Softmax forever, or why I like softmax

[UPDATE: Feb 8 2025] my amazing colleague Max Shen noticed a sign mistake in my derivation of the partial derivative of the log-harmonic function below.

i taught my first full-semester course on <Natural Language Processing with Distributed Representation> in fall 2015 (whoa, a decade ago!) you can find the lecture note from this course at https://arxiv.org/abs/1511.07916.

in one of the lectures, David Rosenberg, who was teaching machine learning at NYU back then and had absolutely no reason other than kindness to sit in at my course, asked why we use softmax and whether this is the only way to turn unnormalized real values into a categorial distribution. it was right after i introduce softmax to the class simply as a way to transform a real vector to satisfy (1) non-negativity and (2) normalization: $\frac{\exp(a_i)}{\sum_j \exp(a_j)}$. and, sadly, i was totally stuck, babbled a bit and moved on.

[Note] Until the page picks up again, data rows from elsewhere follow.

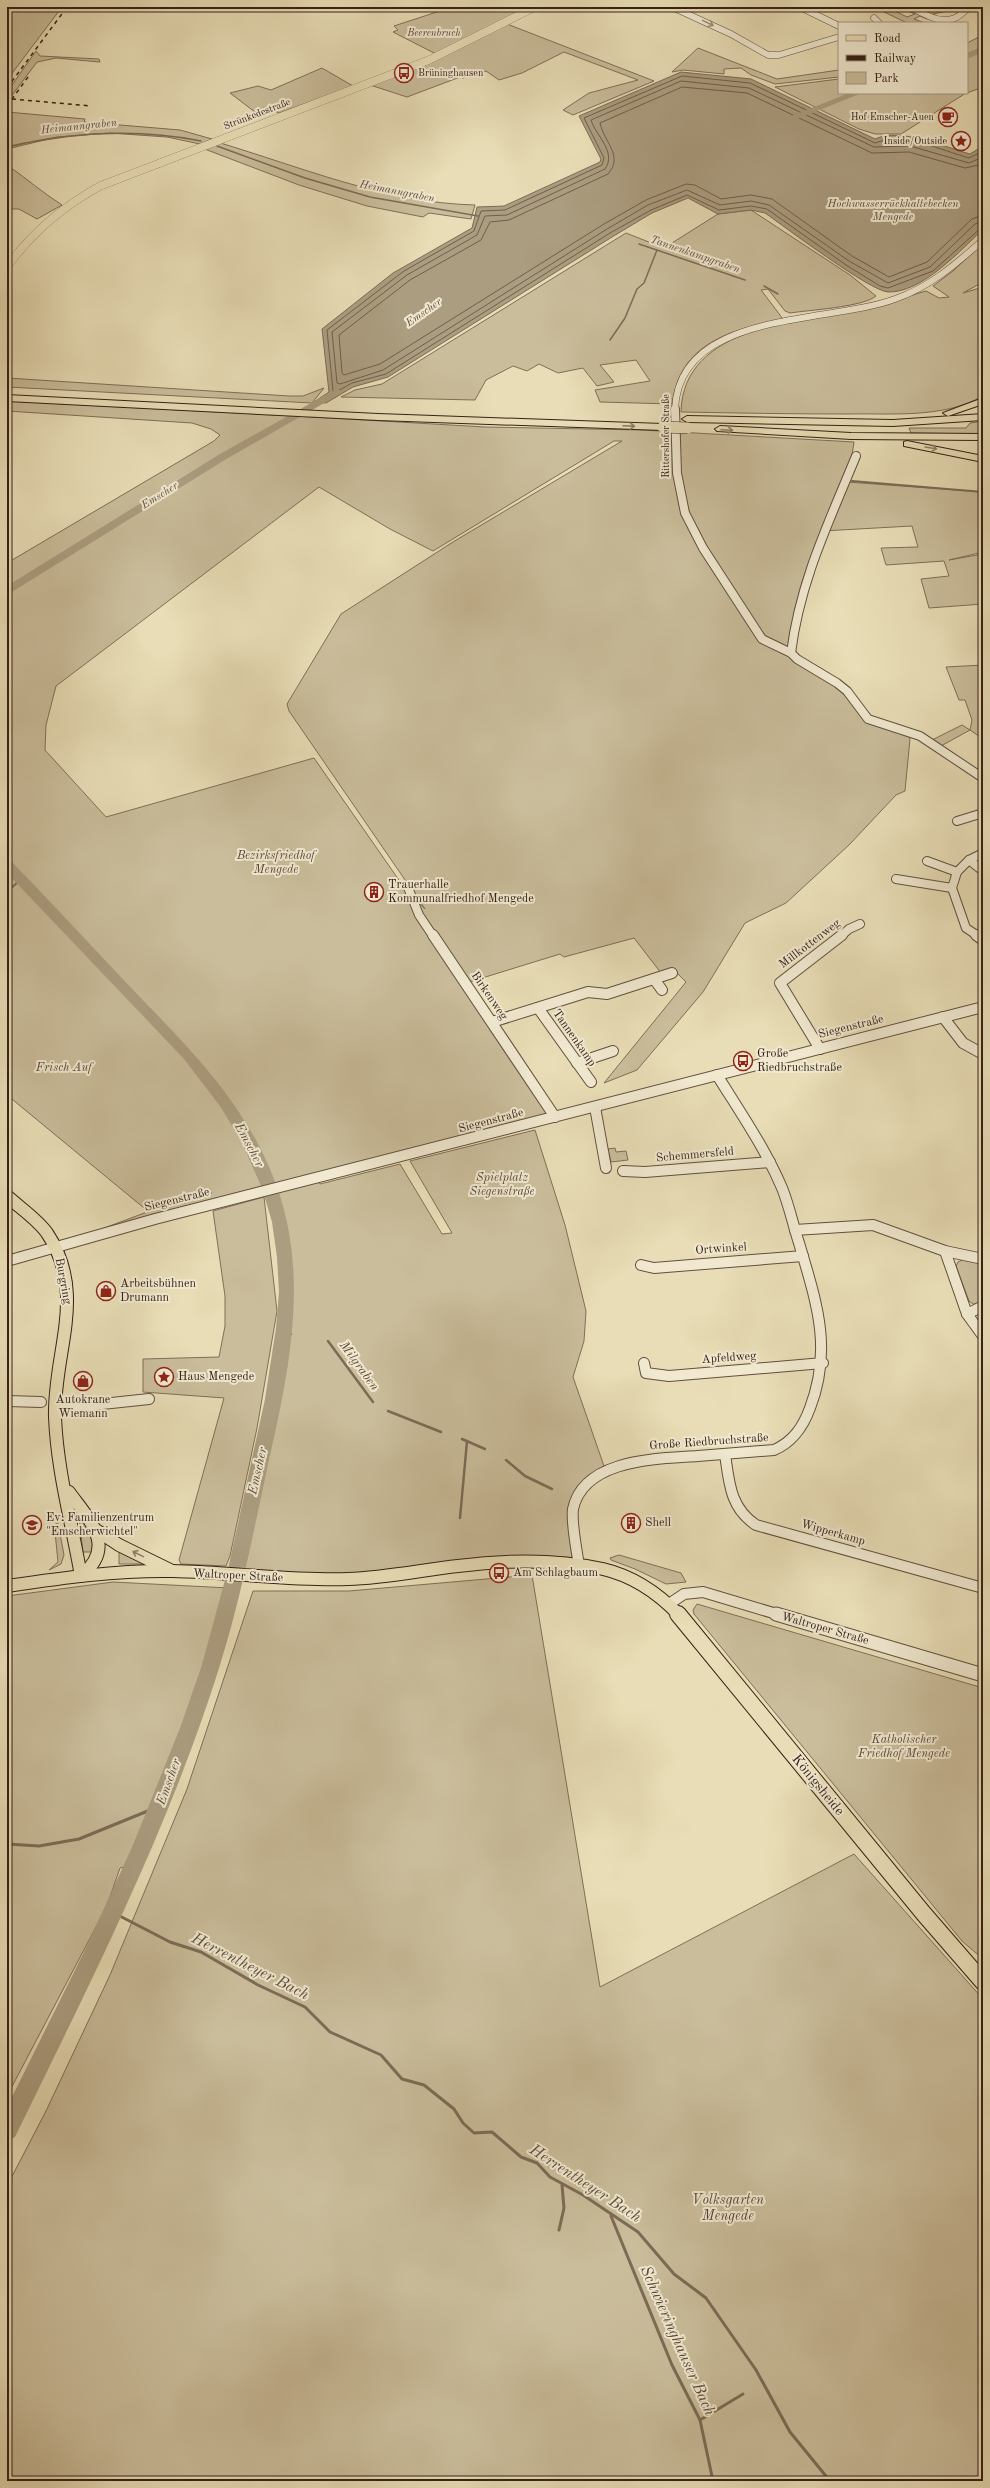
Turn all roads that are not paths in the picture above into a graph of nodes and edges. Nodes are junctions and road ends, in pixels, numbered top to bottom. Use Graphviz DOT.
graph roads {
  1 [pos="535,7"];
  2 [pos="672,7"];
  3 [pos="800,7"];
  4 [pos="910,7"];
  5 [pos="970,7"];
  6 [pos="874,18"];
  7 [pos="878,22"];
  8 [pos="838,26"];
  9 [pos="838,37"];
  10 [pos="983,240"];
  11 [pos="7,267"];
  12 [pos="7,392"];
  13 [pos="7,398"];
  14 [pos="983,401"];
  15 [pos="176,404"];
  16 [pos="206,405"];
  17 [pos="983,417"];
  18 [pos="716,420"];
  19 [pos="663,423"];
  20 [pos="688,424"];
  21 [pos="851,436"];
  22 [pos="983,437"];
  23 [pos="856,456"];
  24 [pos="983,459"];
  25 [pos="790,653"];
  26 [pos="983,778"];
  27 [pos="983,812"];
  28 [pos="957,821"];
  29 [pos="983,853"];
  30 [pos="969,860"];
  31 [pos="927,861"];
  32 [pos="983,871"];
  33 [pos="957,872"];
  34 [pos="896,878"];
  35 [pos="407,885"];
  36 [pos="952,888"];
  37 [pos="860,924"];
  38 [pos="981,938"];
  39 [pos="672,974"];
  40 [pos="654,979"];
  41 [pos="662,990"];
  42 [pos="983,1007"];
  43 [pos="538,1008"];
  44 [pos="943,1017"];
  45 [pos="492,1022"];
  46 [pos="820,1049"];
  47 [pos="612,1051"];
  48 [pos="983,1054"];
  49 [pos="577,1063"];
  50 [pos="717,1075"];
  51 [pos="591,1082"];
  52 [pos="595,1107"];
  53 [pos="555,1117"];
  54 [pos="770,1162"];
  55 [pos="606,1168"];
  56 [pos="623,1171"];
  57 [pos="7,1196"];
  58 [pos="795,1230"];
  59 [pos="55,1247"];
  60 [pos="945,1251"];
  61 [pos="803,1256"];
  62 [pos="983,1259"];
  63 [pos="7,1262"];
  64 [pos="641,1266"];
  65 [pos="983,1306"];
  66 [pos="967,1314"];
  67 [pos="983,1336"];
  68 [pos="824,1363"];
  69 [pos="644,1364"];
  70 [pos="149,1399"];
  71 [pos="7,1401"];
  72 [pos="41,1402"];
  73 [pos="55,1409"];
  74 [pos="725,1454"];
  75 [pos="66,1487"];
  76 [pos="92,1527"];
  77 [pos="579,1566"];
  78 [pos="173,1571"];
  79 [pos="81,1576"];
  80 [pos="7,1586"];
  81 [pos="983,1588"];
  82 [pos="652,1590"];
  83 [pos="669,1604"];
  84 [pos="983,1675"];
  85 [pos="983,1982"];
  1 -- 11 [label="main road, Strünkedestraße"];
  2 -- 9 [label="street, one-way"];
  3 -- 8 [label="street"];
  4 -- 5 [label="street"];
  6 -- 7 [label="street"];
  10 -- 25 [label="street, Rittershofer Straße"];
  12 -- 15 [label="highway"];
  13 -- 15 [label="highway"];
  14 -- 18 [label="highway"];
  15 -- 16 [label="highway"];
  16 -- 19 [label="highway"];
  16 -- 19 [label="highway, one-way"];
  17 -- 18 [label="highway"];
  18 -- 20 [label="highway"];
  19 -- 20 [label="highway, bridge"];
  20 -- 21 [label="highway, one-way"];
  21 -- 22 [label="highway"];
  21 -- 24 [label="highway, one-way"];
  23 -- 25 [label="street"];
  25 -- 26 [label="street, Rittershofer Straße"];
  27 -- 28 [label="street"];
  29 -- 30 [label="street"];
  30 -- 32 [label="street"];
  30 -- 33 [label="street"];
  31 -- 33 [label="street"];
  33 -- 36 [label="street"];
  34 -- 36 [label="street"];
  35 -- 45 [label="street, Birkenweg"];
  36 -- 38 [label="street"];
  37 -- 46 [label="street, Millkottenweg"];
  39 -- 40 [label="street, Tannenkamp"];
  40 -- 41 [label="street"];
  40 -- 43 [label="street, Tannenkamp"];
  42 -- 44 [label="street, Siegenstraße"];
  43 -- 45 [label="street, Tannenkamp"];
  43 -- 49 [label="street, Tannenkamp"];
  44 -- 46 [label="street, Siegenstraße"];
  44 -- 48 [label="street"];
  45 -- 53 [label="street, Birkenweg"];
  46 -- 50 [label="street, Siegenstraße"];
  47 -- 49 [label="street"];
  49 -- 51 [label="street, Tannenkamp"];
  50 -- 52 [label="street, Siegenstraße"];
  50 -- 54 [label="street, Große Riedbruchstraße"];
  52 -- 53 [label="street, Siegenstraße"];
  52 -- 55 [label="street"];
  53 -- 59 [label="street, Siegenstraße"];
  54 -- 56 [label="street, Schemmersfeld"];
  54 -- 58 [label="street, Große Riedbruchstraße"];
  57 -- 59 [label="main road, Burgring"];
  58 -- 60 [label="street"];
  58 -- 61 [label="street, Große Riedbruchstraße"];
  59 -- 63 [label="street, Siegenstraße"];
  59 -- 73 [label="main road, Burgring"];
  60 -- 62 [label="street"];
  60 -- 66 [label="street"];
  61 -- 64 [label="street, Ortwinkel"];
  61 -- 68 [label="street, Große Riedbruchstraße"];
  65 -- 66 [label="street"];
  66 -- 67 [label="street"];
  68 -- 69 [label="street, Apfeldweg"];
  68 -- 74 [label="street, Große Riedbruchstraße"];
  70 -- 73 [label="street"];
  71 -- 72 [label="street"];
  73 -- 75 [label="main road"];
  74 -- 77 [label="street, Große Riedbruchstraße"];
  74 -- 81 [label="street, Wipperkamp"];
  75 -- 76 [label="main road"];
  75 -- 79 [label="main road"];
  78 -- 76 [label="main road, one-way"];
  76 -- 79 [label="main road"];
  77 -- 78 [label="main road, Waltroper Straße"];
  77 -- 82 [label="main road, Waltroper Straße"];
  78 -- 79 [label="main road, Waltroper Straße"];
  79 -- 80 [label="main road, Waltroper Straße"];
  82 -- 83 [label="main road, Königsheide"];
  83 -- 84 [label="street, Waltroper Straße"];
  83 -- 85 [label="main road, Königsheide"];
}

although i could not pull out the answer immediately on the spot (you gotta give my 10-years-younger me a bit of a slack; it was my first full course,) there are a number of reasons why we like softmax. the first reason i often bring up is the principle of maximum entropy, which is how i just introduced softmax to the students at <Machine Learning> this semester. simply put, we can derive softmax by maximizing a weighted sum of the expected negative energy and the shannon entropy. the latter term (the entropy) corresponds to the maximum entropy principle. this is just very nice, and can be extended to work with different inductive biases, such as sparsity (check out this beautiful work https://arxiv.org/abs/1602.02068 by Andre Martins and Ramon Astudillo, and an extensive follow-up studies summarized in this beautiful talk by Andre; https://andre-martins.github.io/docs/taln2021.pdf)

the second reason, which is my actual favourite, is that the learning signal we get from softmax is extremely intuitive and interpretable. the partial derivative of log softmax w.r.t. each input real value can be written down as

$$
\frac{\partial }{\partial a_k} \log \frac{\exp(a_i)}{\sum_j \exp(a_j)} = \mathbb{I}(k=i) – \frac{\exp(a_k)}{\sum_j \exp(a_j)},
$$

where $i$ is the target class.

why is this intuitive and interpretable? this gradient says that this categorical distribution defined using softmax should gradually match the extreme categorical distribution where the entire probability mass is concentrated on the target class (correct answer.) as it gets closer and closer to this extreme distribution, that is one of the vertices of the simplex, the gradient norm shrinks and eventually converges toward zero. we can easily see that from the plot below. as learning progresses, the gradient norm shrinks toward 0.

the partial derivatives of log-softmax w.r.t. the input to softmax for the target class (blue) and off-target class (orange). aren’t they beautiful?

during the past few days, there was a paper posted on arXiv that claims that so-called harmonic formulation is better than softmax, in terms of training a neural net.* i kinda stopped reading this paper when i noticed that they “trained the MLP models for 7000 epochs and the transformers for 10000 epochs. For all four models, we used the AdamW optimizer with a learning rate of 2×10⁻³, a weight decay of 10⁻², and an L2 regularization on the embeddings with strength 0.01.” it’s really impossible to choose an arbitrary hyperparameter configuration and empirically compare different learning algorithms.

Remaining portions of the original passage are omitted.